If you don't like how text looks without font-smoothing, then maybe you should consider turning on your font-smoothing...

Windows XP doesn't have it on by default. Most users don't know how to change it, even if they know what font-smoothing is in the first place.

We as web developers need to at least be aware of what our sites will look like for a given percentage of our userbase (and make a decision as to whether it's worth making it look good for that percentage).

That would be no problem I'm sure assuming English was the only language I need to display on my browser. Unfortunately I don't fit into that profile.
On Windows, this issue is a hell of a lot more complicated than "if you don't like it, maybe you should turn smoothing on."

Some users dislike ClearType intensely (and that would include your humble narrator.) Turning ClearType off via a Windows system setting is no problem, but for some incomprehensible reason, IE9 ignores this, and always renders with ClearType enabled.
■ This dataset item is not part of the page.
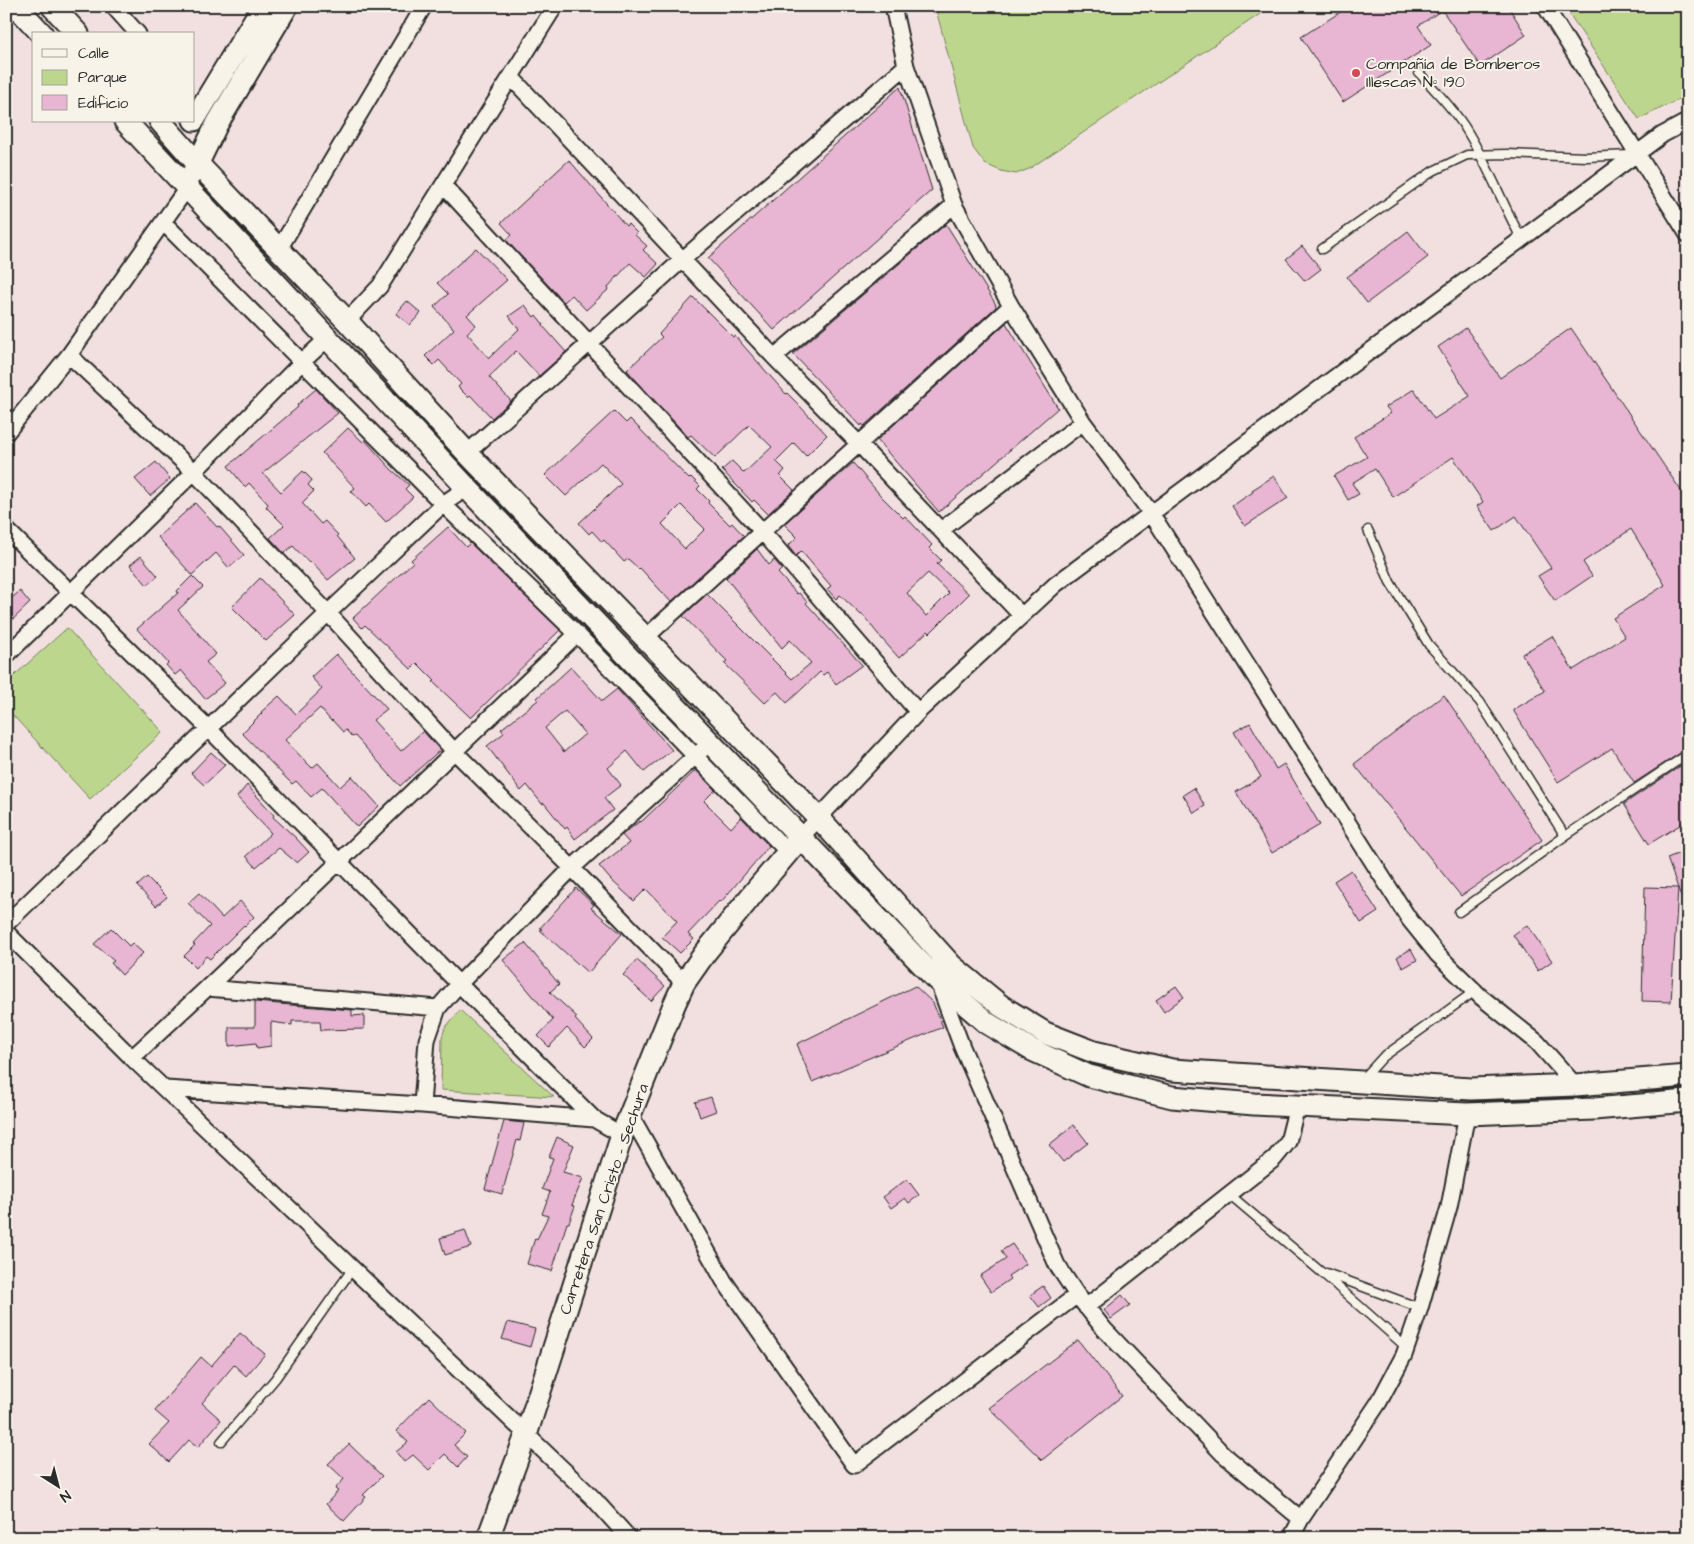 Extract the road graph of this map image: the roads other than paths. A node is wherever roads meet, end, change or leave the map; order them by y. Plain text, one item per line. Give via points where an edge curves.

For this reason and others, some users including myself use Firefox.

Firefox 5 didn't behave that way, but for some even stranger reason Mozilla adopted IE's approach in Firefox 6. You will get Cleartype-smoothed HTML text in Firefox, whether you want it or not, unless you use an about.config hack to turn smoothing off entirely.

I've heard FF7 is reverting this "improvement" but haven't tried it yet.